--- INSTRUCTIONS TO FOLLOW ---
Whenever a line in the data contains "Мухаметгалея", show that line.

[Extracted data entries]
···
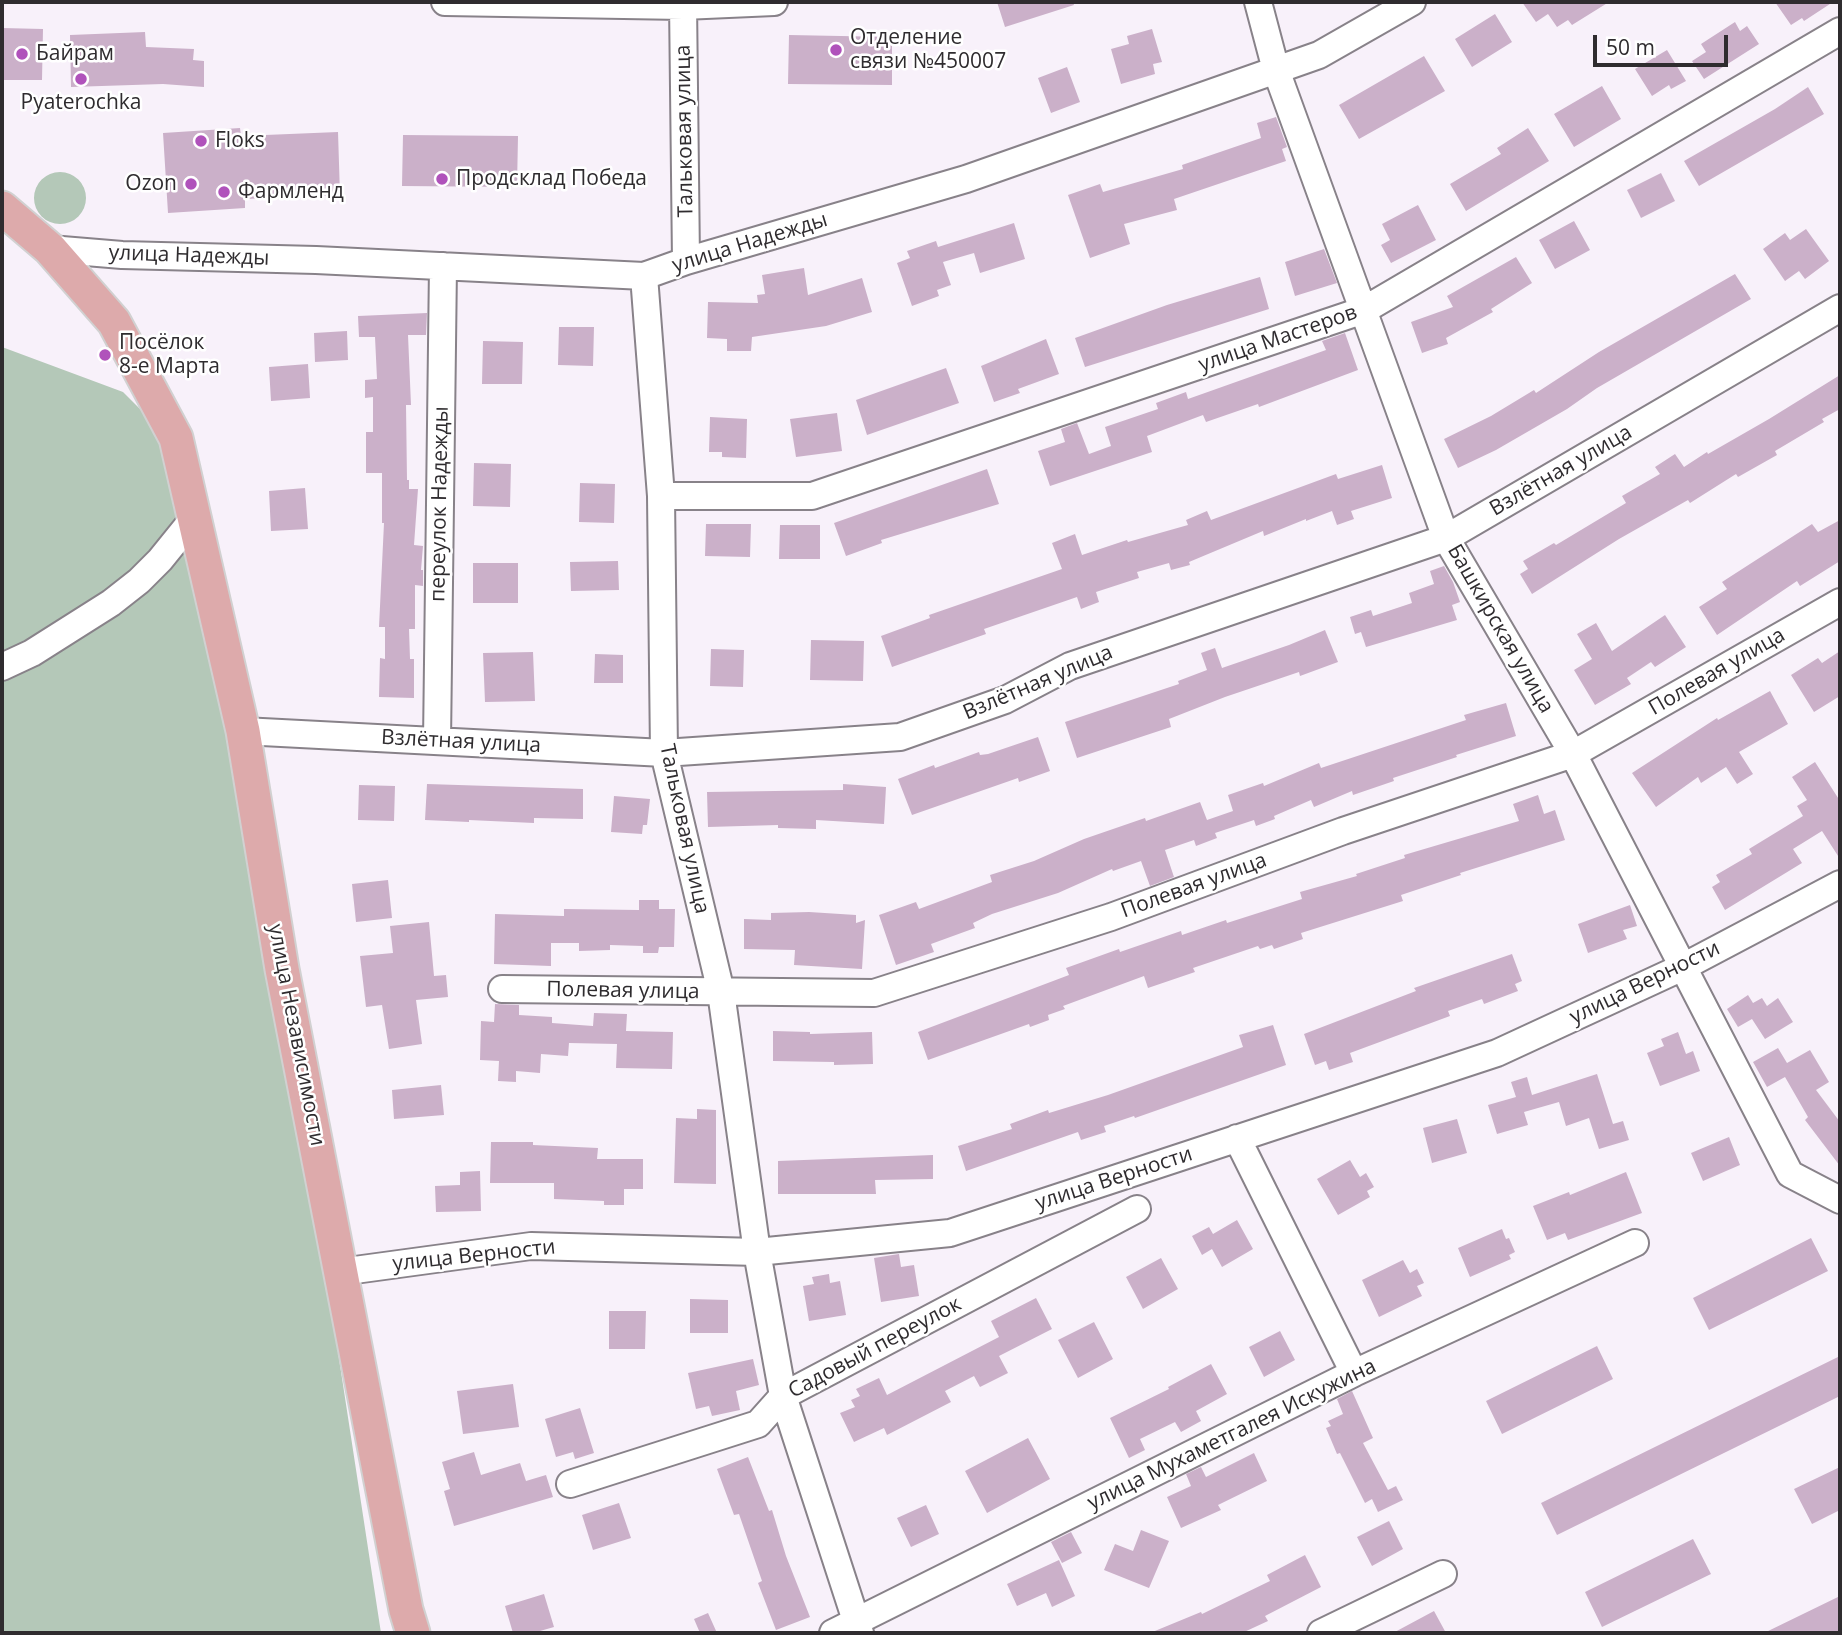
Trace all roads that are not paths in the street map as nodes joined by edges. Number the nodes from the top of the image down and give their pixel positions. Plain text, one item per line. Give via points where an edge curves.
1 (445, 2) edge
2 (775, 2) edge
3 (1258, 2) edge
4 (1412, 2) edge
5 (683, 4) edge
6 (1840, 31) edge
7 (1276, 70) junction
8 (2, 208) edge
9 (50, 249) junction
10 (686, 261) junction
11 (443, 266) junction
12 (644, 276) junction
13 (1840, 308) edge
14 (1364, 310) junction
15 (661, 496) junction
16 (194, 518) junction
17 (1446, 538) junction
18 (1840, 602) edge
19 (2, 667) edge
20 (243, 731) junction
21 (436, 741) junction
22 (664, 753) junction
23 (1573, 754) junction
24 (1840, 884) edge
25 (1683, 967) junction
26 (502, 989) dead end
27 (721, 992) junction
28 (1237, 1138) junction
29 (1840, 1200) edge
30 (1137, 1209) dead end
31 (1635, 1243) dead end
32 (757, 1252) junction
33 (341, 1272) junction
34 (1354, 1373) junction
35 (783, 1396) junction
36 (570, 1484) dead end
37 (1443, 1574) dead end
38 (850, 1630) edge
39 (413, 1633) edge
40 (1321, 1633) edge

1 - 5 street
2 - 5 street
3 - 7 street, Башкирская улица
4 - 7 street, улица Надежды via 1319,55
5 - 10 street, Тальковая улица
6 - 14 street, улица Мастеров
7 - 10 street, улица Надежды via 966,179
7 - 14 street, Башкирская улица
8 - 9 main road, улица Независимости
9 - 11 street, улица Надежды
9 - 16 main road, улица Независимости via 114,322 176,438
10 - 12 street, улица Надежды
11 - 12 street, улица Надежды
11 - 21 street, переулок Надежды
12 - 15 street, Тальковая улица
13 - 17 street, Взлётная улица
14 - 15 street, улица Мастеров via 812,496
14 - 17 street, Башкирская улица
15 - 22 street, Тальковая улица
16 - 19 street via 160,560 111,603
16 - 20 main road, улица Независимости
17 - 22 street, Взлётная улица via 1070,666 1005,700 900,737
17 - 23 street, Башкирская улица
18 - 23 street, Полевая улица
20 - 21 street, Взлётная улица
20 - 33 main road, улица Независимости via 282,969
21 - 22 street, Взлётная улица
22 - 27 street, Тальковая улица
23 - 25 street, Башкирская улица
23 - 27 street, Полевая улица via 1343,831 1111,917 874,993
24 - 25 street, улица Верности
25 - 28 street, улица Верности via 1497,1053
25 - 29 street, Башкирская улица via 1790,1174
26 - 27 street, Полевая улица
27 - 32 street, Тальковая улица
28 - 32 street, улица Верности via 950,1233
28 - 34 street
30 - 35 street, Садовый переулок
31 - 34 street, улица Мухаметгалея Искужина
32 - 33 street, улица Верности via 531,1246
32 - 35 street, Тальковая улица
33 - 39 main road, улица Независимости
34 - 38 street, улица Мухаметгалея Искужина
35 - 36 street, Садовый переулок via 758,1424
35 - 38 street, Тальковая улица
37 - 40 street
···
--- SOLUTION TO THIS EXERCISE ---
31 - 34 street, улица Мухаметгалея Искужина
34 - 38 street, улица Мухаметгалея Искужина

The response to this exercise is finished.